Die iSIM ist die technische Weiterentwicklung der eSIM und basiert auf der GSMA-Spezifikation ieUICC1. Die neue Technologie erlaubt es, die Funktion der SIM-Karte direkt in das SoC (Hauptprozessor) des Geräts zu integrieren. Quasi so, wie es auch bei GPU, CPU oder Modem der Fall ist. Dies wird künftig wohl weitere Geräte mit Mobilfunkanbindung erlauben.
Die in den Hauptprozessor eingebettete iSIM ermöglicht eine bessere Systemintegration, höhere Leistung sowie eine größere Speicherkapazität. Im Gegensatz zur eSIM ist bei der iSIM kein separater Chip mehr notwendig. SIM-Dienste beanspruchen keinen eigenen Speicherplatz und zudem weniger Platz. So dürften wir künftig wohl mehr Laptops, Wearables und Tablets mit direkter Mobilfunkanbindung sehen. Denkbar ist aber auch die Integration in IoT-Geräte und Virtual-Reality-Plattformen. Die bestehende eSIM-Infrastruktur wird dafür weitergenutzt und erlaubt die Remote-SIM-Bereitstellung.

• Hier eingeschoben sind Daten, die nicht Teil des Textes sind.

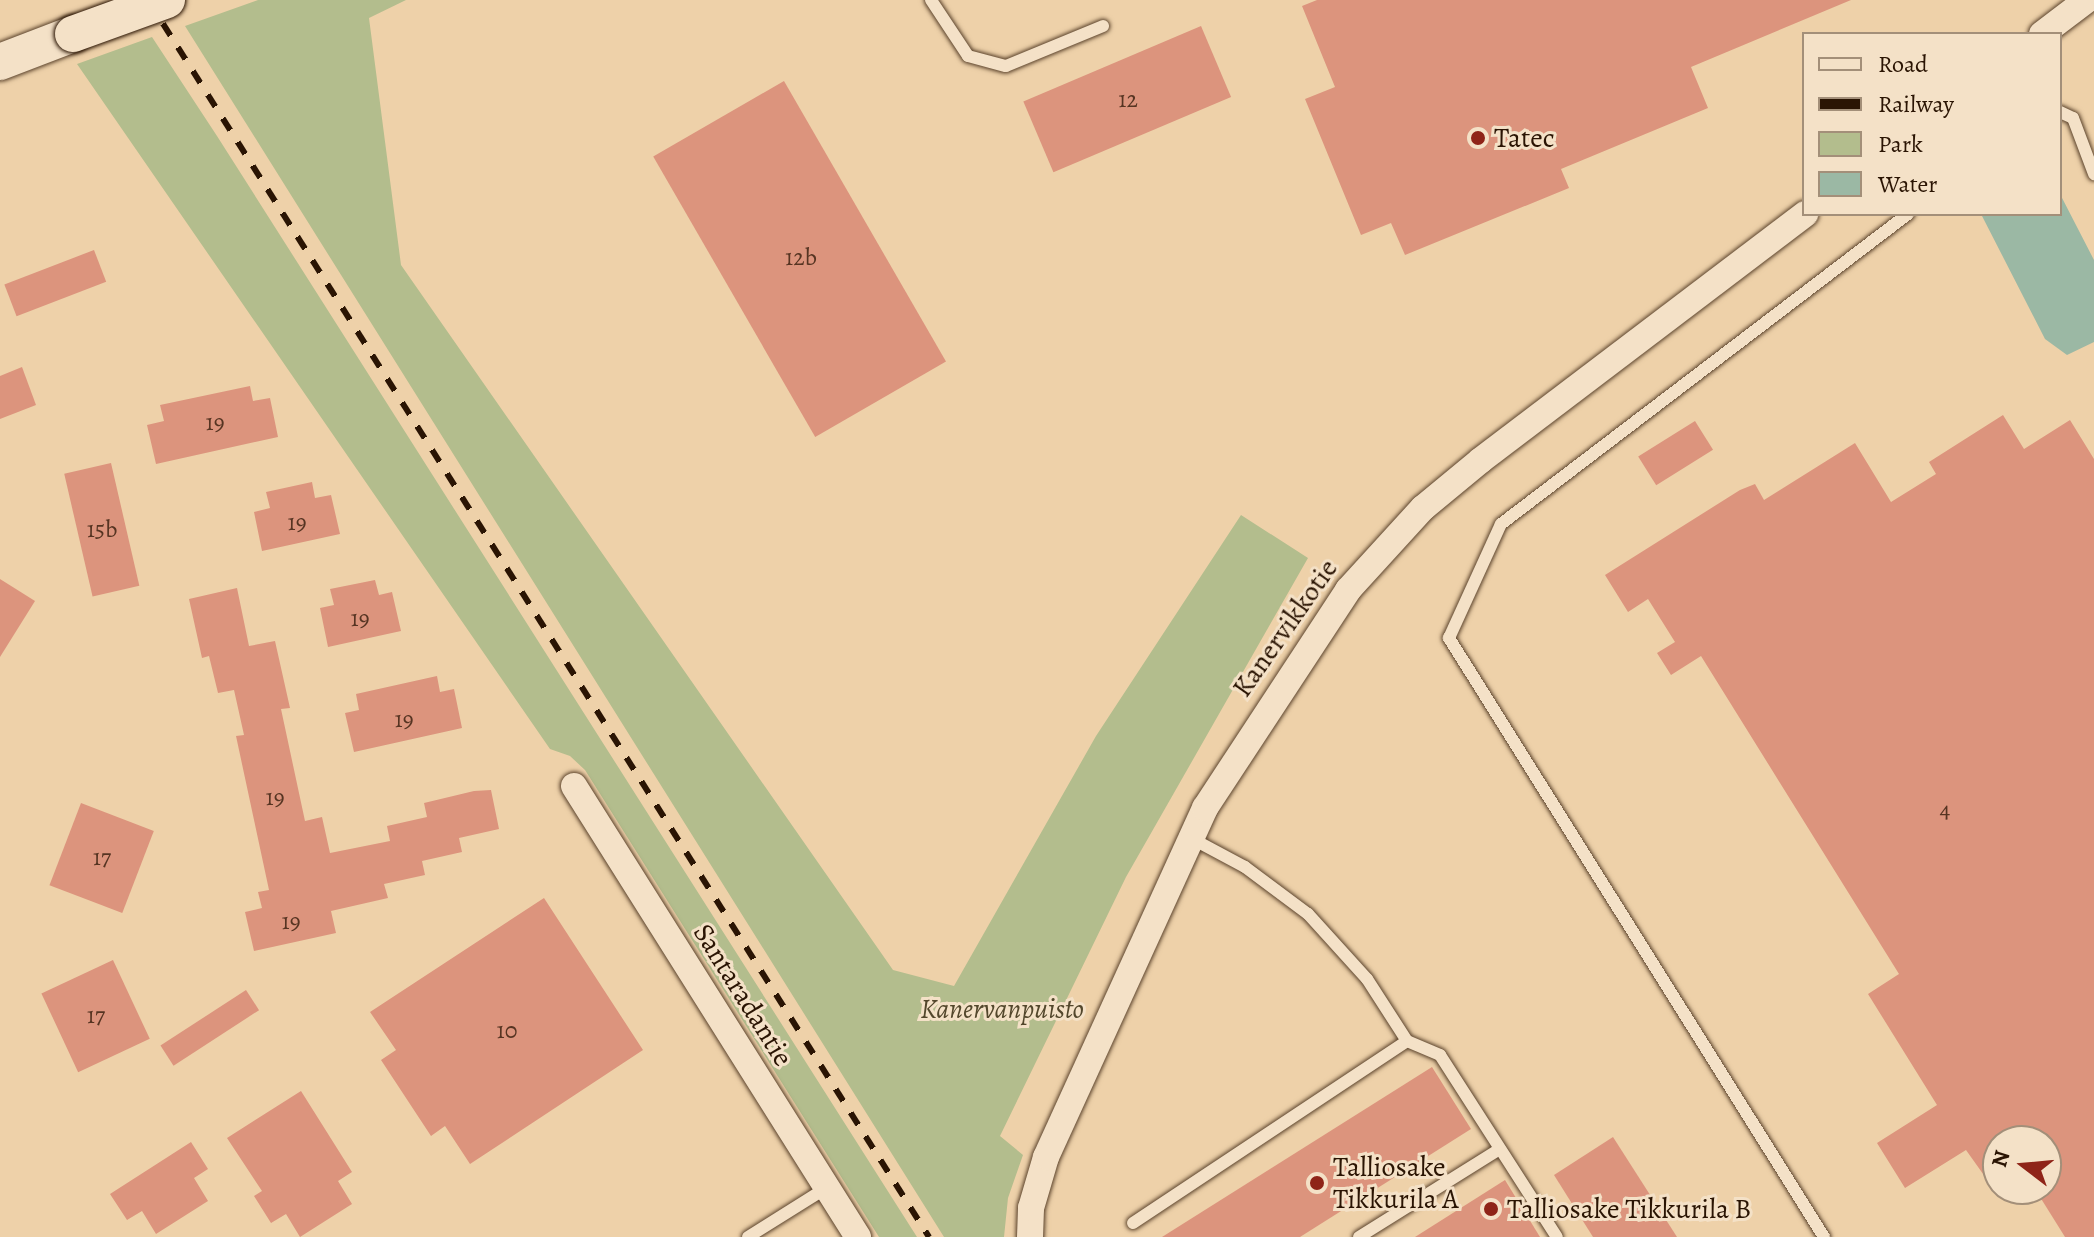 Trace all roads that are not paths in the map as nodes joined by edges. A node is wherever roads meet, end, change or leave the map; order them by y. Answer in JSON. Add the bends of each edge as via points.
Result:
{"nodes":[{"id":1,"x":167,"y":0,"type":"edge"},
{"id":2,"x":931,"y":0,"type":"edge"},
{"id":3,"x":2087,"y":0,"type":"edge"},
{"id":4,"x":1103,"y":26,"type":"dead end"},
{"id":5,"x":2045,"y":32,"type":"edge"},
{"id":6,"x":0,"y":62,"type":"edge"},
{"id":7,"x":2062,"y":113,"type":"edge"},
{"id":8,"x":2094,"y":174,"type":"edge"},
{"id":9,"x":1802,"y":216,"type":"edge"},
{"id":10,"x":1905,"y":216,"type":"edge"},
{"id":11,"x":574,"y":786,"type":"dead end"},
{"id":12,"x":1191,"y":838,"type":"junction"},
{"id":13,"x":1407,"y":1041,"type":"junction"},
{"id":14,"x":1500,"y":1149,"type":"junction"},
{"id":15,"x":826,"y":1188,"type":"junction"},
{"id":16,"x":1133,"y":1223,"type":"dead end"},
{"id":17,"x":748,"y":1237,"type":"edge"},
{"id":18,"x":858,"y":1237,"type":"edge"},
{"id":19,"x":1030,"y":1237,"type":"edge"},
{"id":20,"x":1359,"y":1237,"type":"edge"},
{"id":21,"x":1557,"y":1237,"type":"edge"},
{"id":22,"x":1824,"y":1237,"type":"edge"}],
"edges":[{"from":1,"to":6,"type":"main road","bridge":true},
{"from":2,"to":4,"type":"lane","via":[[968,56],[1006,66]]},
{"from":3,"to":5,"type":"street"},
{"from":7,"to":8,"type":"lane","via":[[2073,118]]},
{"from":9,"to":12,"type":"street","name":"Kanervikkotie","via":[[1423,508],[1348,590],[1308,646],[1241,748]]},
{"from":10,"to":22,"type":"lane","via":[[1501,524],[1449,638]]},
{"from":11,"to":15,"type":"street","name":"Santaradantie"},
{"from":12,"to":13,"type":"lane","via":[[1245,867],[1308,914],[1367,979]]},
{"from":12,"to":19,"type":"street","name":"Kanervikkotie","via":[[1046,1157],[1031,1208]]},
{"from":13,"to":14,"type":"lane","via":[[1440,1055]]},
{"from":13,"to":16,"type":"lane"},
{"from":14,"to":20,"type":"lane"},
{"from":14,"to":21,"type":"lane"},
{"from":15,"to":17,"type":"lane"},
{"from":15,"to":18,"type":"street","name":"Santaradantie"}]}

Nach eigenen Angaben setzten, seit ihrer Einführung 2018 bei Vodafone, mittlerweile mehrere hunderttausend Vodafone-Kunden auf die eSIM. Mit wachsender Anzahl an kompatiblen Geräten wäre die Tendenz hier klar steigend. Was mit der eSIM ebenfalls wegfällt: Die Plastikkarten, die zwar in der Vergangenheit schrumpften, aber die nach wie vor wohl einiges an Müll produzieren.
Um das Proof of Concept zu zeigen, setzte man auf das Samsung Galaxy Z Flip mit dem Snapdragon 888 als Basis. Dieser Chipsatz verfügt bereits über ein integriertes Qualcomm Secure Processing Unit, auf dem das Betriebssystem für die iSIM läuft. Jenem Konzept-Smartphone verpasste man quasi ein eSIM-Profil von Vodafone.